5.17 In summary, therefore, I have come to the conclusion that –

        (a) the legal ownership of 100% of the shares in White Lace vested in the Company in September 1999 and remains vested in the Company, and

        (b) neither Mr. Fahy nor Mrs. Jane Fahy has any beneficial interest in the shares of White Lace and that, as has been represented by Mr. Fahy in filings in the CRO in accordance with his statutory obligations for over a decade, White Lace is a wholly owned subsidiary of the Company.

Accordingly, the Company as its sole shareholder can determine what action White Lace should take in relation to “Barry’s Hotel” free of interference from or restraint by either Mr.

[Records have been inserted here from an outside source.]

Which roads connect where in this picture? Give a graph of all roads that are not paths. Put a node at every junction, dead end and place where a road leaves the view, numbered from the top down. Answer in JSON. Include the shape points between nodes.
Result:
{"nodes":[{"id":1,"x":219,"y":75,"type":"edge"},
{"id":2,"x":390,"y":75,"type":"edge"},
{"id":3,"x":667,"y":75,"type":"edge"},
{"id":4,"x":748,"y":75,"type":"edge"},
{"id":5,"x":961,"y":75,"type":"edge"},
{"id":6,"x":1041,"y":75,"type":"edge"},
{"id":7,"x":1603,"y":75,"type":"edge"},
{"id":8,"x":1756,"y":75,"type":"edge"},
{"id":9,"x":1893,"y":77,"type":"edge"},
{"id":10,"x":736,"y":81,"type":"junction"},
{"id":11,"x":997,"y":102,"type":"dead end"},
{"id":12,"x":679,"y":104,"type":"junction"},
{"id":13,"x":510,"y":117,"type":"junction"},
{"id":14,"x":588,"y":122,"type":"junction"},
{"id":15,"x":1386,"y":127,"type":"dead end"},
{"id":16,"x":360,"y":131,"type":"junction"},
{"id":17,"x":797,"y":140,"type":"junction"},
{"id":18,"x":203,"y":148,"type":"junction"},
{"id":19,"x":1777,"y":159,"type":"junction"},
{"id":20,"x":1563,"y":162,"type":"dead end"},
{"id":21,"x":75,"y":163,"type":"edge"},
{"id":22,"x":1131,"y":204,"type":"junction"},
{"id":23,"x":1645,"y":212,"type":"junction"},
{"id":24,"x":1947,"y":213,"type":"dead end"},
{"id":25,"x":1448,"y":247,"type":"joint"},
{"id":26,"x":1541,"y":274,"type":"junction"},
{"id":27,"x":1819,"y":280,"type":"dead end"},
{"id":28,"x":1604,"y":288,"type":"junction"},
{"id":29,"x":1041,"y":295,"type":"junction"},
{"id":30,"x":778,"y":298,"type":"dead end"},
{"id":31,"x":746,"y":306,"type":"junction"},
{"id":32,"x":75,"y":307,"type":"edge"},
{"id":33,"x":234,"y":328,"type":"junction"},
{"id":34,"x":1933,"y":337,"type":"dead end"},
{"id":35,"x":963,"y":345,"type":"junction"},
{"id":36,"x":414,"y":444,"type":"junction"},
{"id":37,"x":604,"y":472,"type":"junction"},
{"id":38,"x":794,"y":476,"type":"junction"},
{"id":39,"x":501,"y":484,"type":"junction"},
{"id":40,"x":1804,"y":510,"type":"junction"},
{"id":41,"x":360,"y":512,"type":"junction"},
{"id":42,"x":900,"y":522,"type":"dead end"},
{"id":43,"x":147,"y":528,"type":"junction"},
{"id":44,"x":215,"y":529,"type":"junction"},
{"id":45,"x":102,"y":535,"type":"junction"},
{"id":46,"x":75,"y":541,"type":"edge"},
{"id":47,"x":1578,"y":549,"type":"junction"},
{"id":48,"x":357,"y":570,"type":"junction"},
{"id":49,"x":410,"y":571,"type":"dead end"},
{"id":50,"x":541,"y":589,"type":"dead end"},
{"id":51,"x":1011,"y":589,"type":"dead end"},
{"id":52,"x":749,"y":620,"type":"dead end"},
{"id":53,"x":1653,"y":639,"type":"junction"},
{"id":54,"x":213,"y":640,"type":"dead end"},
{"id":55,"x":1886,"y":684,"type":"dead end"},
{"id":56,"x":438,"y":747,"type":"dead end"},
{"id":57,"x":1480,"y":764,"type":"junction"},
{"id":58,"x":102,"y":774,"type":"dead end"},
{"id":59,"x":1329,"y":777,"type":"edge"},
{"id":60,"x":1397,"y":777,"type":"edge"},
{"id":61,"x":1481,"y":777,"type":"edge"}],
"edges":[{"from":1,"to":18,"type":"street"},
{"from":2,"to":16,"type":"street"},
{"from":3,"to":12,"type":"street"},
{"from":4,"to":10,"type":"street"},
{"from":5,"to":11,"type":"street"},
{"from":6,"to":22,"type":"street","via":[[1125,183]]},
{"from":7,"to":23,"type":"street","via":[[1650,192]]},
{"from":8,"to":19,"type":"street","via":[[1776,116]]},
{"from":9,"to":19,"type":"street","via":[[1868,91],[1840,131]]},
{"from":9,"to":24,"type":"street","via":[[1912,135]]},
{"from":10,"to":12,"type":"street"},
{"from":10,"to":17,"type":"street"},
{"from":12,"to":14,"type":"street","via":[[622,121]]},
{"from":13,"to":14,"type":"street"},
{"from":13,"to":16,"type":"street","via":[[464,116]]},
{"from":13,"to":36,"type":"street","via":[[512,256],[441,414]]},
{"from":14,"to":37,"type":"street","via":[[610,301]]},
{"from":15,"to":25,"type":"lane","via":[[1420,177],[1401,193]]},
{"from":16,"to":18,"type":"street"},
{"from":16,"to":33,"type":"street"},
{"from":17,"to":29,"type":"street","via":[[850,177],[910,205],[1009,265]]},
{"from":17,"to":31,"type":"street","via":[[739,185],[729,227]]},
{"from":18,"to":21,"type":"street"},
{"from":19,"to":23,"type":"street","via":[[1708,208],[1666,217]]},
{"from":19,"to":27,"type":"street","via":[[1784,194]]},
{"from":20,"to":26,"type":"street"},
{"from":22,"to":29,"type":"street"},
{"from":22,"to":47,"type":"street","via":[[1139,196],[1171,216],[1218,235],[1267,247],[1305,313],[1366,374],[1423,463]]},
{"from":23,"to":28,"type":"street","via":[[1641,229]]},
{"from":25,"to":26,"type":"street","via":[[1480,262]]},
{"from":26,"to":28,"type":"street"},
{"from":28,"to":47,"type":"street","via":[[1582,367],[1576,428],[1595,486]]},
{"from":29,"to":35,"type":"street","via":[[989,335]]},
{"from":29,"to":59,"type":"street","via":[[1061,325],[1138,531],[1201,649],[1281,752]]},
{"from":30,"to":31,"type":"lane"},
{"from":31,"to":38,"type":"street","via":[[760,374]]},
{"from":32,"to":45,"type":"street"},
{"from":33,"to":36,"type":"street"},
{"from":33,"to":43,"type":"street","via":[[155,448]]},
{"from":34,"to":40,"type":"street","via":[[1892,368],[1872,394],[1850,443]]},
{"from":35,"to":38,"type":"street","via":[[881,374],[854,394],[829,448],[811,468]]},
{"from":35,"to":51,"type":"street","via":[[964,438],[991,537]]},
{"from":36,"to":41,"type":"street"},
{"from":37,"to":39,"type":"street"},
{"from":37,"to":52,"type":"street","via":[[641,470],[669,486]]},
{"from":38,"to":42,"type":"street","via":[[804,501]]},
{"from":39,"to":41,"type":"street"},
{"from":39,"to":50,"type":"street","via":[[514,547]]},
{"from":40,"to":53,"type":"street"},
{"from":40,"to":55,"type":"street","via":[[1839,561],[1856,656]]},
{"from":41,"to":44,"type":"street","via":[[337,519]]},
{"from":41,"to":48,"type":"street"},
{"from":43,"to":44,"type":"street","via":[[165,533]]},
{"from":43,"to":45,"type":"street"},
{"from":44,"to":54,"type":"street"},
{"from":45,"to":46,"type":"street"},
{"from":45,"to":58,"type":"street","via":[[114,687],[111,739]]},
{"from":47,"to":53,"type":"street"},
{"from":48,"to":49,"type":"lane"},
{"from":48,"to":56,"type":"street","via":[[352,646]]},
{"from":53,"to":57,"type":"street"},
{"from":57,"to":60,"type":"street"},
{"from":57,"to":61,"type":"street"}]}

Fahy or Mrs. Jane Fahy. The Company was, and is, under no obligation to consider the interest of Mrs. Jane Fahy, as contended by Mr. Fahy, because she has no interest whatsoever in the shares of White Lace.

5.18 The powers of the Receiver, who was validly appointed Receiver and Manager of the Company on foot of the 2001 Debenture, which was a valid debenture, in relation to action to be taken by White Lace in connection with “Barry’s Hotel” is governed by the provisions of the 2001 Debenture. Section 6 of the 2001 Debenture sets out the powers of a receiver appointed thereunder. I am satisfied that on foot of the extensive powers conferred on him by the provisions of that section, the Receiver did have power to procure that White Lace grant the Tenancy Agreement to the Company and that, on foot of the Tenancy Agreement, the Receiver, as agent of the Company, is entitled to enter into possession of “Barry’s Hotel”, without resistance from or obstruction by Mr. Fahy as a director of the Company or in any capacity.

6. Order
6.1 There will be an order in the terms sought by the Receiver directing Lynnette Williams and Mr. Fahy to permit the Receiver to enter into possession of the premises known as “Barry’s Hotel” located at 1, Great Denmark Street, Dublin, 1. It is important to emphasise that that order is made on the basis that the Receiver, as agent of the Company, by virtue of section 6.5 of the 2001 Debenture, is entitled to possession on foot of the Tenancy Agreement for the term thereby created. I have emphasised that point because, as I have stated at para. 2.9 above, Mr. Fahy averred that “Barry’s Hotel” had been let to Mark Ralphe & Partners who were running the business of the hotel, although, as I have stated, that line was not pursued on the second round of this application.